Raw calculation (CPU) has obviously no major impact (+/-0.x%) which is background noise and is expected as the CPU is not overclocked and the XMP profile is not changing the base frequency.
- File Copy 1024 (1 thread): The speed of copying files with a buffer size of 1024 bytes increased by 3.2%.
- File Copy 1024 (32 threads): The speed of copying files with a buffer size of 1024 bytes in a multi-threaded environment increased significantly by 30%.
- File Copy 4096 (32 threads): The speed of copying files with a buffer size of 4096 bytes in a multi-threaded environment also increased significantly by 29.8%.

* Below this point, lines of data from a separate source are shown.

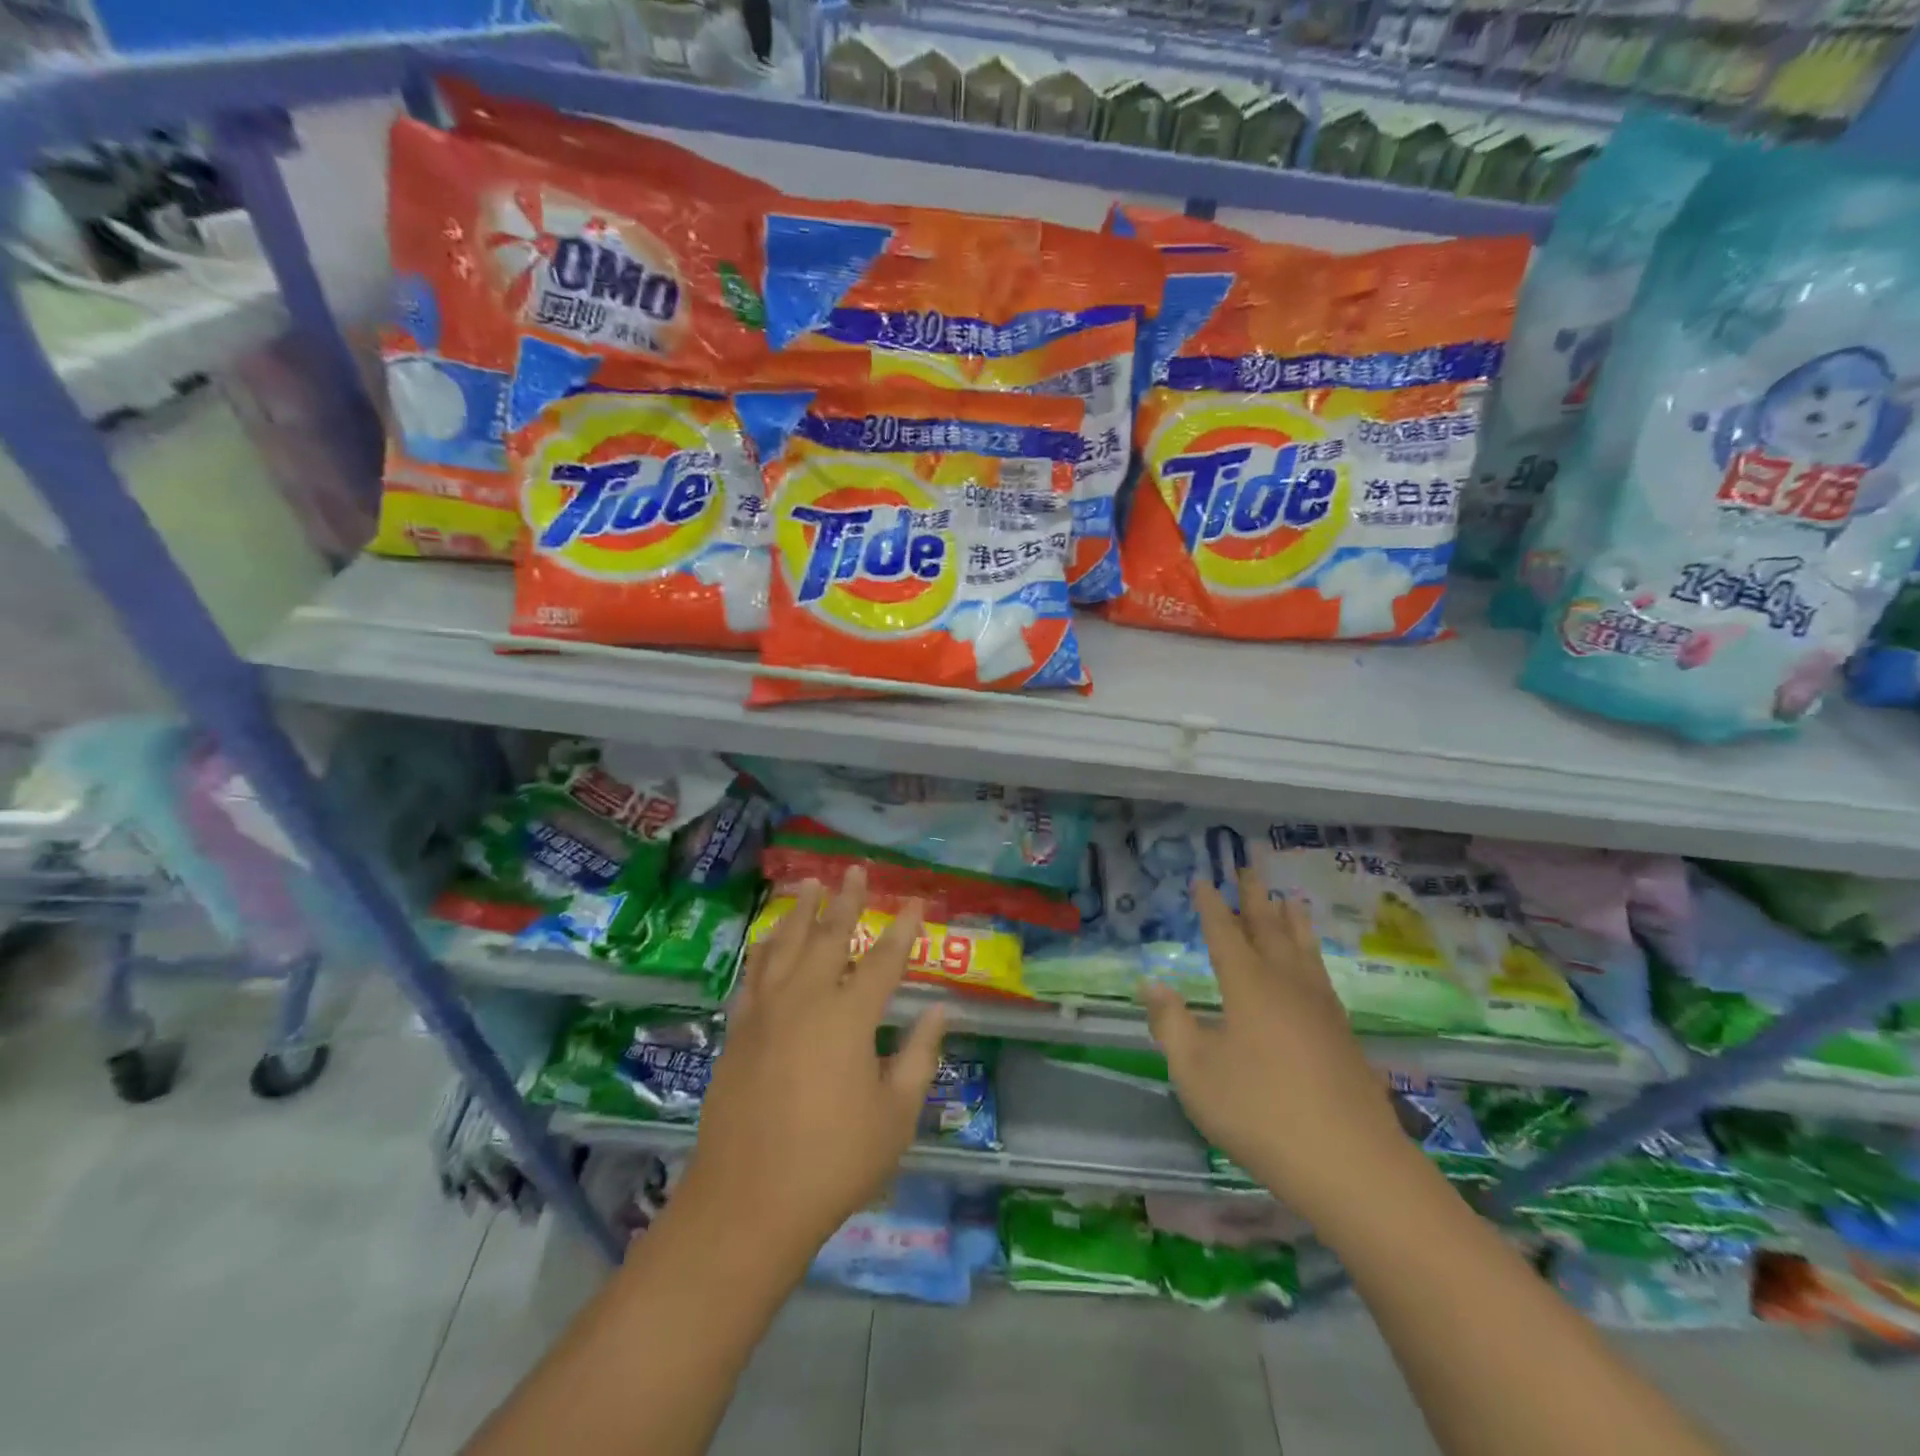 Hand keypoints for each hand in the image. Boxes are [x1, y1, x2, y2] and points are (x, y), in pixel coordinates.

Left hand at [675, 870, 947, 1264]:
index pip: (884, 960)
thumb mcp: (895, 1115)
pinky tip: (769, 939)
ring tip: (808, 884)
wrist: (747, 1203)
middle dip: (846, 901)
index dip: (903, 929)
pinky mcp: (738, 1031)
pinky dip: (764, 948)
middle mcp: (806, 1000)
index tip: (916, 902)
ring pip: (785, 946)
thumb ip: (918, 1056)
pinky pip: (753, 974)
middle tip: (855, 870)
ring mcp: (766, 1013)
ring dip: (800, 912)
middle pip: (829, 937)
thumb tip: (940, 1011)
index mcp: (849, 1018)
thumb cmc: (833, 1162)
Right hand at [1143, 863, 1417, 1227]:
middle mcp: (1286, 985)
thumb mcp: (1196, 1073)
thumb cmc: (1261, 1114)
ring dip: (1290, 920)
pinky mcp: (1344, 1035)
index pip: (1224, 933)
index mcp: (1248, 987)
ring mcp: (1321, 1009)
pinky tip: (1313, 966)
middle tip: (1248, 866)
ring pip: (1302, 949)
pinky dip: (1312, 954)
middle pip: (1268, 929)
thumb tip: (1152, 984)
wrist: (1352, 1166)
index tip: (1203, 879)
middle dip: (1255, 897)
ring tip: (1288, 897)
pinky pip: (1321, 975)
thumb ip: (1172, 1025)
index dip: (1211, 905) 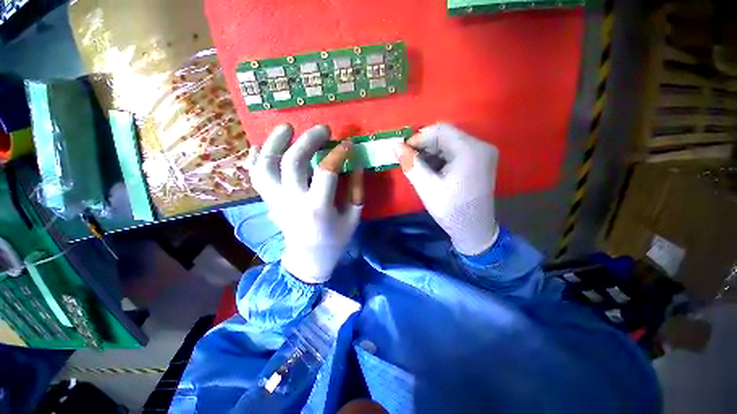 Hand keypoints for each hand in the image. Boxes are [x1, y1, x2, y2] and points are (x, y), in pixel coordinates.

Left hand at [247, 124, 363, 283]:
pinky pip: (255, 176)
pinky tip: (262, 145)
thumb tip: (356, 165)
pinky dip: (255, 158)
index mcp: (318, 207)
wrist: (308, 259)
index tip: (348, 144)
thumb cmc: (334, 239)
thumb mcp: (352, 218)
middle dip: (308, 140)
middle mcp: (292, 200)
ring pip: (266, 165)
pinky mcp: (269, 200)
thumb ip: (356, 191)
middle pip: (293, 161)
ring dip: (274, 142)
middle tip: (323, 129)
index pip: (326, 172)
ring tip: (287, 127)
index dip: (338, 154)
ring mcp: (276, 199)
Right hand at [396, 123, 498, 254]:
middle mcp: (480, 146)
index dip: (418, 138)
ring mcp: (482, 153)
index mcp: (470, 150)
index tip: (403, 152)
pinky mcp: (479, 161)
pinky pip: (455, 152)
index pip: (440, 130)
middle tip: (408, 161)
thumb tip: (395, 146)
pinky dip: (440, 158)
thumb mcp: (427, 187)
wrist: (474, 230)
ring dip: (430, 153)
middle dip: (424, 147)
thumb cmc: (451, 210)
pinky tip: (431, 171)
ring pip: (449, 143)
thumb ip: (410, 164)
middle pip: (446, 136)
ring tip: (419, 168)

these are good indicators of how XMP profile impacted the performance of the system, It shall take more out of my 2 NVMe M2 SSDs.
Context Switching in monothread is where there is the biggest impact of around 62% which is quite significant, mostly for nodejs/electron apps or angular compilation as these are single threaded or anything related to javascript runtimes.
Conclusion on XMP
Enabling XMP and benchmarking shows that RAM was a bottleneck in my system in its current state. I’m pretty sure it still is as a jump from 4200MHz to 5600MHz, despite being not negligible, isn’t as huge as switching to 6400MHz or 7200MHz. But given I already own 4 sticks of 32GB, It would be a shame to change them all while I can just boost it right now for free.
A quick update on XMP
After being fine with XMP for desktop usage, I ended up disabling XMP as it made some games crash (Unreal Engine ones). I guess I’ll have to deep dive into it, I guess I’ll just set the frequency manually then leave other settings to automatic with XMP disabled.
I’ve run a 10 minutes OCCT RAM test with XMP2 enabled (RAM stock settings, XMP1 was Asus ones) without much trouble. I’ll update this post later on if I find any issues.
A second update
I’ve ran into issues while playing with XMP profiles that lead me to disable it again. I’ve understood that this has to do with the fact that I’m running 4x32GB sticks which isn’t suitable for higher frequencies as this bottlenecks the memory bus. I’m back at 4200MHz as long as I’m not changing the RAM kit.